MATERIAL SHOWN:
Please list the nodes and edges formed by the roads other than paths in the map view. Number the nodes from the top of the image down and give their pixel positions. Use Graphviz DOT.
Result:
...
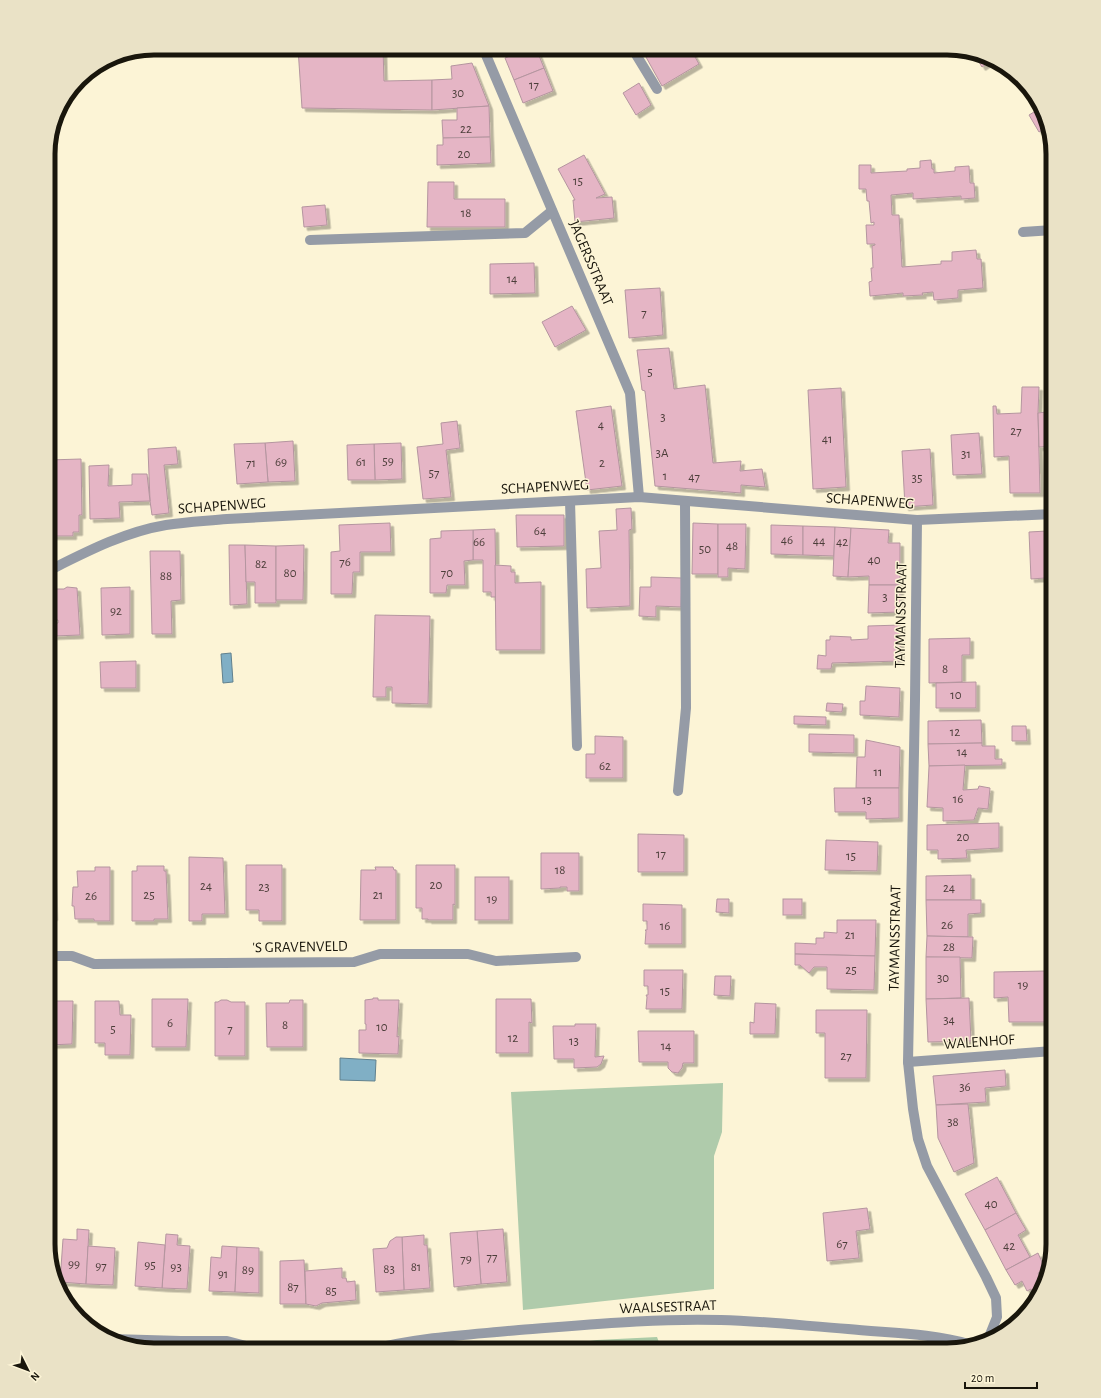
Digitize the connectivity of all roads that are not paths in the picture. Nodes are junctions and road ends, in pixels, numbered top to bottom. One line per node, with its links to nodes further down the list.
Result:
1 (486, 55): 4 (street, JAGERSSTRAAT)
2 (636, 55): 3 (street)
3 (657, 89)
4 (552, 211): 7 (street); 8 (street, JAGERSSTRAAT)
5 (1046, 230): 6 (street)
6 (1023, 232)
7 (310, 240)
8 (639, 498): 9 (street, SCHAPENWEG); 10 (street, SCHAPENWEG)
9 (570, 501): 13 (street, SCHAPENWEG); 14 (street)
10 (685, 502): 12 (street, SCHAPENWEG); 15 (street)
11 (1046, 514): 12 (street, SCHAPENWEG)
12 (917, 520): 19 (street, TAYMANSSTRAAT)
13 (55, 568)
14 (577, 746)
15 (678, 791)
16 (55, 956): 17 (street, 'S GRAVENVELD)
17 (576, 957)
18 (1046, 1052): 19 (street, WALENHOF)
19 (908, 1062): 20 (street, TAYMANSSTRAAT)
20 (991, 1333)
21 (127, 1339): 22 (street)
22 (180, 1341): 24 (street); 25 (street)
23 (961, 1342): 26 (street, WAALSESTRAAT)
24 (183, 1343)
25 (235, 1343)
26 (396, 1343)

WHAT THIS TASK INVOLVES: In the entries above, copy each line that contains the string "roads".

OUTPUT OF THE EXERCISE:
Please list the nodes and edges formed by the roads other than paths in the map view. Number the nodes from the top of the image down and give their pixel positions. Use Graphviz DOT.
Digitize the connectivity of all roads that are not paths in the picture. Nodes are junctions and road ends, in pixels, numbered top to bottom. One line per node, with its links to nodes further down the list.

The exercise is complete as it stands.